Somewhere in every coverage booklet for every managed care
plan is a claim that establishes the plan as the final authority
for determination of medical necessity. What that means is that there is
some physician making that decision, someone like who:
What kind of system have we created when a physician can
receive lucrative income for adding to the suffering of patients? I
became a physician to care for, not bring harm to, my patients. Since
leaving my last job, I live with the pain of what I have done. I am haunted by
the thousand of pieces of paper on which I have written that deadly word:
DENIED. Those papers -- including at least one death sentence I know
about -- are the evidence that managed care is inherently unethical.

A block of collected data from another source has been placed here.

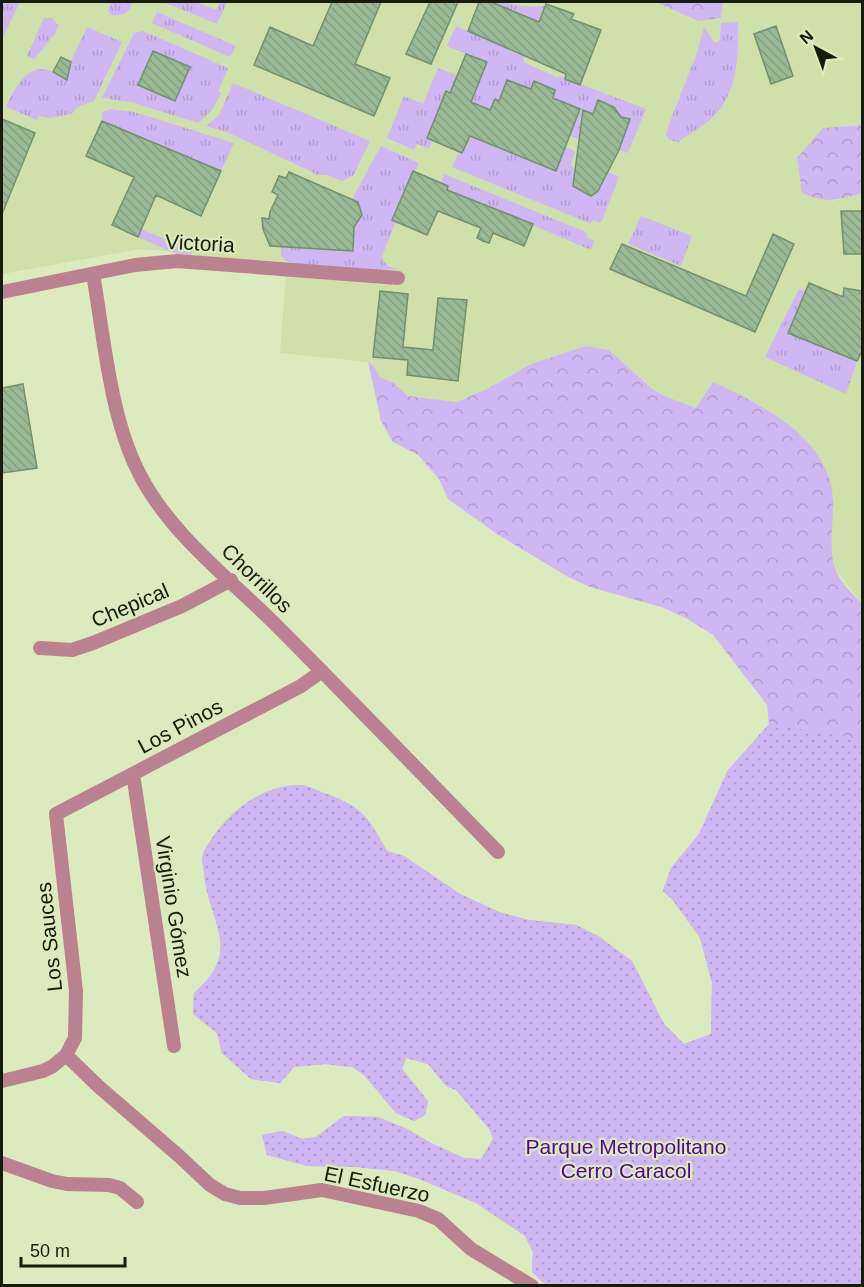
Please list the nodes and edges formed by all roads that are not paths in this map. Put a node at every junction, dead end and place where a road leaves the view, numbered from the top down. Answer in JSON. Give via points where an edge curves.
{"nodes":[{"id":1,"x":93,"y":274,"type":"junction"},
{"id":2,"x":398,"y":278,"type":"dead end"},
{"id":3,"x":2,"y":292,"type":"edge"},
{"id":4,"x":231,"y":580,"type":"junction"},
{"id":5,"x":40,"y":648,"type":"dead end"},
{"id":6,"x":322,"y":671,"type":"junction"},
{"id":7,"x":133,"y":774,"type":"junction"},
{"id":8,"x":56,"y":814,"type":"joint"},
{"id":9,"x":498,"y":852,"type":"dead end"},
{"id":10,"x":174,"y":1046,"type":"dead end"},
{"id":11,"x":66,"y":1055,"type":"junction"},
{"id":12,"x":2,"y":1081,"type":"edge"},
{"id":13,"x":2,"y":1163,"type":"edge"},
{"id":14,"x":137,"y":1203,"type":"dead end"},
{"id":15,"x":532,"y":1286,"type":"edge"}],
"edges":[{"from":1,"to":2,"type":"street","name":"Victoria","via":[[177,261]]},
{"from":1,"to":3,"type":"street","name":"Victoria"},
{"from":1,"to":4,"type":"street","name":"Chorrillos","via":[[116,408],[130,454],[160,508]]},
{"from":4,"to":5,"type":"street","name":"Chepical","via":[[93,644],[72,650]]},
{"from":4,"to":6,"type":"street","name":"Chorrillos"},
{"from":6,"to":7,"type":"street","name":"Los Pinos","via":[[301,686]]},
{"from":6,"to":9,"type":"street","name":"Chorrillos"},
{"from":7,"to":8,"type":"street","name":"Los Pinos"},
{"from":7,"to":10,"type":"street","name":"Virginio Gómez"},
{"from":8,"to":11,"type":"street","name":"Los Sauces","via":[[76,991],[75,1038]]},
{"from":11,"to":12,"type":"street","via":[[43,1071]]},
{"from":11,"to":15,"type":"street","name":"El Esfuerzo","via":[[210,1185],[225,1194],[264,1198],[332,1191],[419,1211],[438,1219],[471,1249]]},
{"from":13,"to":14,"type":"street","via":[[52,1181],[120,1188]]}]}
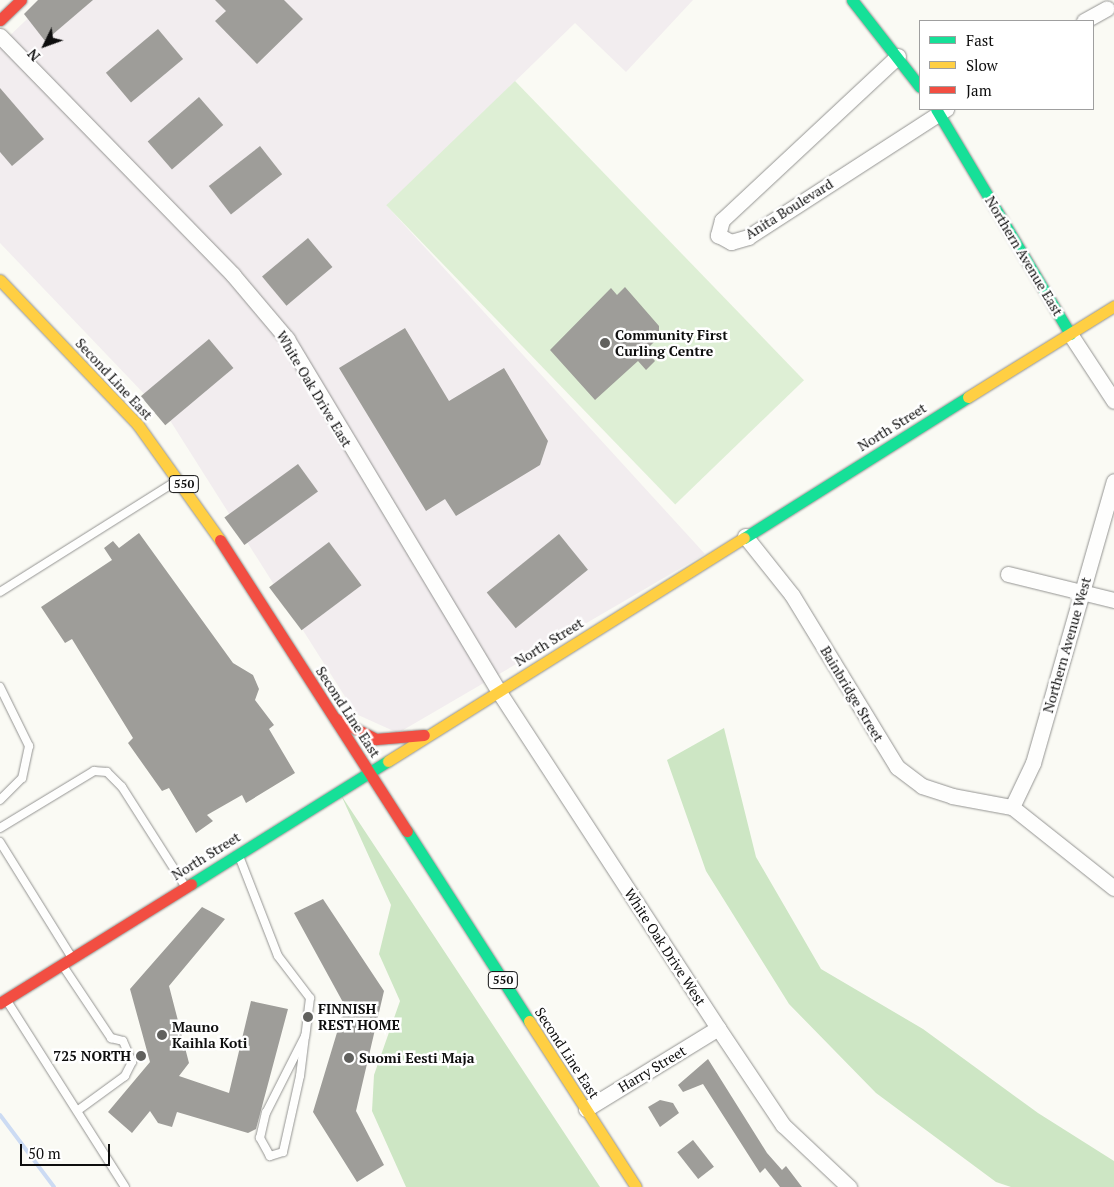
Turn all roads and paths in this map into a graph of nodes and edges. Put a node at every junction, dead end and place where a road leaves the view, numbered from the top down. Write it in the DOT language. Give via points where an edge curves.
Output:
graph roads {
  1 [pos="21,0"];
  2 [pos="852,0"];
  3 [pos="1107,8"];
  4 [pos="0,20"];
  5 [pos="1086,20"];
  6 [pos="0,36"];
  7 [pos="898,56"];
  8 [pos="919,86"];
  9 [pos="940,110"];
  10 [pos="0,280"];
  11 [pos="1114,306"];
  12 [pos="1070,334"];
  13 [pos="1114,401"];
  14 [pos="180,479"];
  15 [pos="1114,481"];
  16 [pos="745,536"];
  17 [pos="1008,574"];
  18 [pos="1082,590"];
  19 [pos="0,592"];
  20 [pos="1114,600"];
  21 [pos="0,687"];
  22 [pos="499,692"];
  23 [pos="332,716"];
  24 [pos="432,734"];
  25 [pos="369,774"];
  26 [pos="0,800"];
  27 [pos="1012,806"];
  28 [pos="0,828"];
  29 [pos="0,842"];
  30 [pos="238,854"];
  31 [pos="185,886"];
  32 [pos="1114,888"];
  33 [pos="72,958"];
  34 [pos="61,964"];
  35 [pos="3,1001"];
  36 [pos="718,1028"];
  37 [pos="305,1036"];
  38 [pos="586,1109"];
  39 [pos="77,1111"];
  40 [pos="125,1187"];
  41 [pos="636,1187"];
  42 [pos="849,1187"];
  1 -- 4 [label="main road"];
  2 -- 7 [label="main road"];
  3 -- 5 [label="street"];
  6 -- 22 [label="street, White Oak Drive East" via="233,275 287,339"];
  7 -- 8 [label="main road"];
  7 -- 9 [label="street, Anita Boulevard" via="722,220 718,235 731,242 748,237"];
  9 -- 12 [label="main road, Northern Avenue East"];
  10 -- 14 [label="main road, Second Line East / 550" via="138,425"];
  11 -- 12 [label="main road, North Street"];
  12 -- 13 [label="street, Northern Avenue East"];
  12 -- 16 [label="main road, North Street"];
  14 -- 19 [label="lane"];
  14 -- 23 [label="main road, Second Line East / 550"];
  15 -- 18 [label="street, Northern Avenue West"];
  16 -- 22 [label="main road, North Street"];
  16 -- 27 [label="street, Bainbridge Street" via="792,595 897,767 922,786 944,794"];
  17 -- 18 [label="street"];
  18 -- 20 [label="street"];
  18 -- 27 [label="street, Northern Avenue West" via="1033,764"];
  21 -- 26 [label="lane" via="30,746 22,778"];
  22 -- 24 [label="main road, North Street"];
  22 -- 36 [label="street, White Oak Drive West"];
  23 -- 24 [label="main road" via="351,730 376,739"];
  23 -- 25 [label="main road, Second Line East / 550"];
  24 -- 25 [label="main road, North Street"];
  25 -- 30 [label="main road, North Street"];
  25 -- 38 [label="main road, Second Line East / 550"];
  27 -- 32 [label="street, Bainbridge Street"];
  28 -- 31 [label="lane" via="94,771 107,772 122,787"];
  29 -- 33 [label="lane"];
  30 -- 31 [label="main road, North Street"];
  30 -- 37 [label="lane" via="278,956 310,998"];
  31 -- 33 [label="main road, North Street"];
  33 -- 34 [label="main road, North Street"];
  34 -- 35 [label="main road, North Street"];
  34 -- 39 [label="lane" via="111,1038 123,1041 132,1062 125,1076"];
  35 -- 39 [label="lane"];
  36 -- 38 [label="street, Harry Street"];
  36 -- 42 [label="street, White Oak Drive West" via="782,1125"];
  37 -- 37 [label="lane" via="283,1152 270,1156 260,1138 266,1113"];
  38 -- 41 [label="main road, Second Line East / 550"];
  39 -- 40 [label="lane"];
}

Problem: Appealing Adverse Coverage Decisions by HMOs
This problem is adapted from a real case history developed by the Center for Health Care Rights in California. What procedural remedies does the patient likely have under private insurance and under Medicare or Medicaid? Are they adequate?
Mr. H. was a diabetic and had severe ulcers on his feet. He was a member of an HMO, and his primary care physician had prescribed a treatment regimen that was proving ineffective. In response, the primary care physician offered Mr. H. an amputation below the knee as his only option. Mr. H. went out-of-plan to a local wound care center that specialized in diabetic wound treatment where he was advised that vein by-pass surgery would likely take care of his problem. The HMO denied such surgery because Mr. H. referred himself to the specialist without permission. The HMO advised Mr. H.'s family that its utilization review department was reviewing the case, but that it would take at least a month to review. Subsequently, the HMO agreed to approve such surgery, but only if done by Mr. H.'s current medical group, which did not have any physician who had ever performed vein by-pass surgery. Mr. H.'s family asked for him to be transferred to a primary care physician at the medical group which staffs the wound care center. The HMO responded that although they sometimes approve such requests, they would not do so in Mr. H.'s case and that they had already granted enough of his requests. They gave as their reason a provision in the plan documents that prevent referrals outside the plan's network when the network's physicians have the capability to perform the required procedure.